So it’s lightweight, cheap, practical – just about perfect, right? Well, almost. The biggest downside to the RX-8 is the members of its online community, who after reading my previous paragraph are all staring at their computer screens with beet-red faces and steam coming out of their ears like some kind of possibly racially-insensitive Warner Bros. cartoon character.
Yes, Yosemite Sam, please tell me about the Wankel’s superior power production per unit displacement while ignoring the words “Apex” and “Seals”.
Seriously – if you’ve ever wanted to roll your eyes so hard they risk falling out of the back of your head, read some threads about how we should actually expect the Renesis to be unreliable because it’s a highly tuned engine that’s perfect from the factory and common engine failures before 100,000 miles are a given from something this highly tuned, that revs to 9000rpm, and makes this much power *cough S2000 cough*. And then they’ll go on about its perfect weight balance and how they empty their pockets before driving because the weight of a cell phone and $0.48 in change would ruin that sublime balance and wreck the divine handling characteristics of the RX-8. Wait you want to put a DIFFERENT ENGINE IN THERE? You want to add A HUNDRED POUNDS TO THE FRONT OF THE CAR? BARBARIAN! HEATHEN! INFIDEL!
Sorry, give me a minute to find my eyes somewhere on the floor behind me, it may take a while because of my missing eyes. Also it’s weird how no one on the RX-8 boards complains about the 100+ pounds added when installing a turbo kit and intercooler and how that devastates the car. Just some food for thought.

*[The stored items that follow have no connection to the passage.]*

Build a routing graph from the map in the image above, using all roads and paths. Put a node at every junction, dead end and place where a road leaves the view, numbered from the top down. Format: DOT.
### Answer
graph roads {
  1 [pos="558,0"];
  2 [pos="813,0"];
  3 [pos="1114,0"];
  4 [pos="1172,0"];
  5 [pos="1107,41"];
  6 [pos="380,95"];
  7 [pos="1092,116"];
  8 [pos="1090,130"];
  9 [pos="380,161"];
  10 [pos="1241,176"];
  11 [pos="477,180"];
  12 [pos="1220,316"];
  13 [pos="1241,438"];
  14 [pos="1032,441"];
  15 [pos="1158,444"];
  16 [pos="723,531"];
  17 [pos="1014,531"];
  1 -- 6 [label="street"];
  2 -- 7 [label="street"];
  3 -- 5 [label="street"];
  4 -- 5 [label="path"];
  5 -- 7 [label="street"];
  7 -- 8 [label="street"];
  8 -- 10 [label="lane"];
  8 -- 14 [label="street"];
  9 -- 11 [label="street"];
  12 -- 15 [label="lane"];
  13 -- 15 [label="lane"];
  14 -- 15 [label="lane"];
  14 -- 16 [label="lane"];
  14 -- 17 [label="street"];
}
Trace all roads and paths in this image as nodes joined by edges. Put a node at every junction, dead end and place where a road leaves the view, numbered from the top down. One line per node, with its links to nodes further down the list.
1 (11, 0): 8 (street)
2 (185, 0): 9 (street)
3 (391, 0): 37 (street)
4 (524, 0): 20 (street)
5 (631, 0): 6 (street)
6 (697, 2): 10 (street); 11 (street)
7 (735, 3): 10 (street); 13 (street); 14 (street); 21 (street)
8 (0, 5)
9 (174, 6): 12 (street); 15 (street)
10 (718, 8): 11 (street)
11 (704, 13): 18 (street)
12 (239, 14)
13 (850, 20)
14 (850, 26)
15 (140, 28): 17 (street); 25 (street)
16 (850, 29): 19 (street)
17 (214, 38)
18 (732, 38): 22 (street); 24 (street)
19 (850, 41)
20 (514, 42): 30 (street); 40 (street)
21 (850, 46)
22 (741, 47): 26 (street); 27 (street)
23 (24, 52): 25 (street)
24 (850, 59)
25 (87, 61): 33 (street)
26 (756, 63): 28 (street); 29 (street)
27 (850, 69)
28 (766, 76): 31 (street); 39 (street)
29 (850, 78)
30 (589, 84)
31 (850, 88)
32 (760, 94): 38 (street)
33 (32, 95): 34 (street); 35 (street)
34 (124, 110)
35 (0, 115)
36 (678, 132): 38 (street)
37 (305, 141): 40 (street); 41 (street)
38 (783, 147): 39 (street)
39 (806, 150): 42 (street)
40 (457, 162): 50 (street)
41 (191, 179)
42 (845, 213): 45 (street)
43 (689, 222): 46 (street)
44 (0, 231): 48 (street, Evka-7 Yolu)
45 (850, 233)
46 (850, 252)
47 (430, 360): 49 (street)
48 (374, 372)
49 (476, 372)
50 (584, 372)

ANYWHOODLES, the RX-8 was on my shortlist. Also on my shortlist – a Mercedes C-Class wagon, preferably the W203 generation which existed from 2000-2007. Not exactly a featherweight at ~3400lbs., it’s still on par with an SN-95 Mustang. I think it’s on the verge of a so-uncool-it’s-cool renaissance much like the 900-series Volvo wagons saw a few years ago, when hipsters realized they could house an entire free-range organic non-GMO CSA plot in back while simultaneously being somehow ironic about it and started buying up all of the old Volvos they could find.
This wagon is just about perfect: available in RWD form, fully capable of handling baby, home improvement, and daily driver duties, and the thought of this wagon emitting a loud-but-not-quite-obnoxious V8 roar tickles me in a way that usually only happens on Wednesday nights when I’m down to just my socks.

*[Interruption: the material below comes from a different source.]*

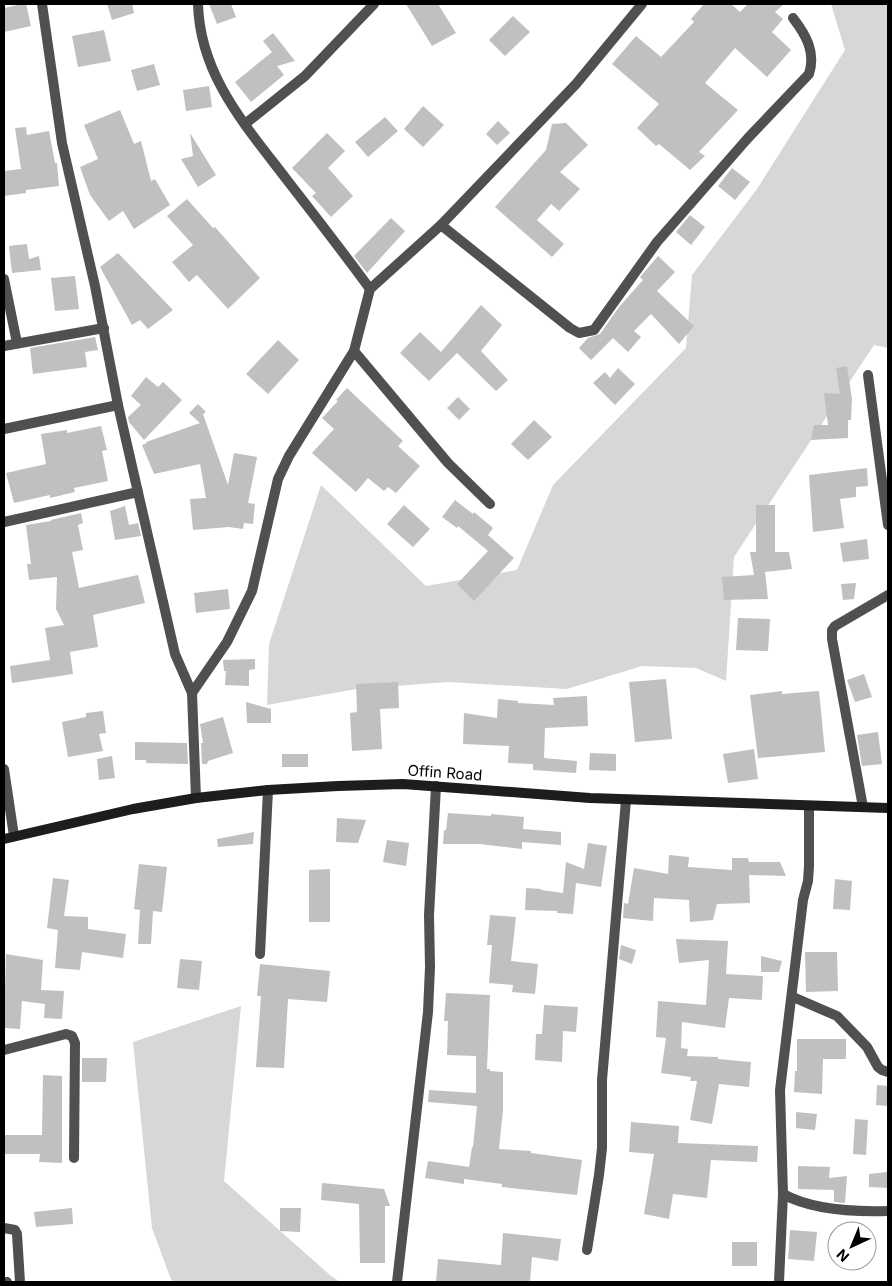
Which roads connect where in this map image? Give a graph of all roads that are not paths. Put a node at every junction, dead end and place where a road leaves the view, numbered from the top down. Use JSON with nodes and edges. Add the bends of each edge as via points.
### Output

That’s why they’re called business socks.
The other bonus is that this model suffers from a severe (and aptly-named) case of It’s-Not-The-Newest-Model-Mercedes-Depreciation. Original MSRP was around $38,000 ($50,000 in 2015 dollars), but examples in perfect shape with just enough miles to scare away the weak at heart (or weak at wallet) can easily be found for under $5000 all day. Its biggest downside is complication – every system on the car is integrated, keyed to the car’s VIN, and designed to trigger eight million warning lights if any signal seems erratic, any system fails, or if a flea sneezes in Argentina. The car must then be taken to the dealer to have its warning lights reset at a cost of the GDP of Argentina only to repeat the process when the secondary air inlet backup vent indicator cooler motor drive sensor flap button fails the next week. Sure, at its core a car is a hulk of metal on wheels and can be forced to move irrespective of whether or not the body computers are happy, but if I’m going to live with it day to day, I want to stare at warning lights and deal with non-functional climate control about as much as I want to diagnose a failing secondary air inlet backup vent indicator cooler motor drive sensor flap button. Still, SHORTLIST.

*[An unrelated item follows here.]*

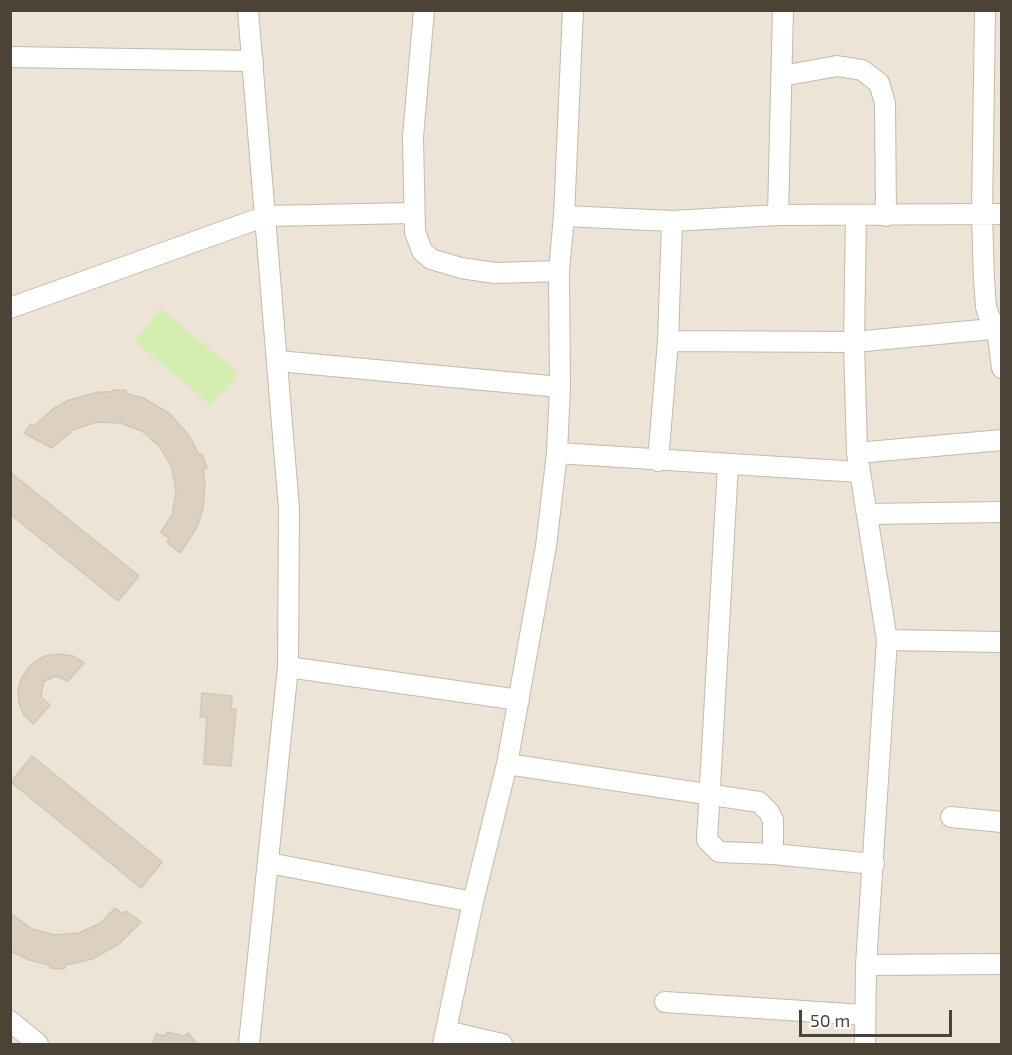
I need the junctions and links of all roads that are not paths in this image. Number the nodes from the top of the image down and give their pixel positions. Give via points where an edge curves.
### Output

And one more platform seemed to fit the bill: BMW 3-series, either the E36 (1992-1999) or E46 (2000-2005). Prices on the more-desirable E46 are still a bit high, but the E36 is getting reasonable. For practicality it could be had in a sedan or wagon, both of which were available with a manual transmission, easing the adaption of the donor running gear. The biggest downside of the more affordable E36 is, naturally, its affordability. Most of what fit into my budget has been neglected, abused, mistreated, and drift-missiled into a state such that it would look right at home sitting on its roof in front of the type of house whose most significant construction phase is when it’s backed into place and its wheels are removed.
Typical Craigslist E36: “Needs fuel pump, and also alignment.”
But that’s how life goes when you hang out with my good friend Craig and his venerable list. In the 1960s, Honda’s slogan in the US was “You meet the nicest people on a Honda.” I think Craigslist should use that as their motto, except replace “nicest” with “most terrifying”, “people” with “backwoods creatures” and “meet” with “will probably get murdered by”.
Typical Craigslist seller: “Keywords: Acura, Ferrari, Honda, VTEC, LED, HID, Pitbull, Taxidermy, 240sx, Raptor, Hemi, Turbo, Anal Fissures, Sport, Reliable, Luxury”
As we’ll find out in the next installment.
Project Fünf Null Part I: Introduction
Allow me to describe for you the perfect car: Lightweight. V8. Manual transmission. Rear-wheel-drive. Practical. Simple. Comfortable. Nimble. Cheap. The problem? A single car containing all of those elements doesn’t exist. That’s why I’m going to build it.
My initial plan was to do something completely scratch-built, like a Lotus 7 replica. Unfortunately that most certainly does not check the “comfortable” or “practical” boxes – if I want to be invisible to traffic, unable to carry anything larger than a box of Q-tips, and totally out in the elements I can ride a motorcycle.
And when a tiny human being decided that nine months inside of my wife was enough and he was going to propel his way out no matter what the modulus of elasticity of human flesh, the “practical” and “comfortable” boxes became much more important factors in finding something I could drive every day. So it looked like to get what I wanted, I would have to find a decent platform to start with, then modify it to meet my needs.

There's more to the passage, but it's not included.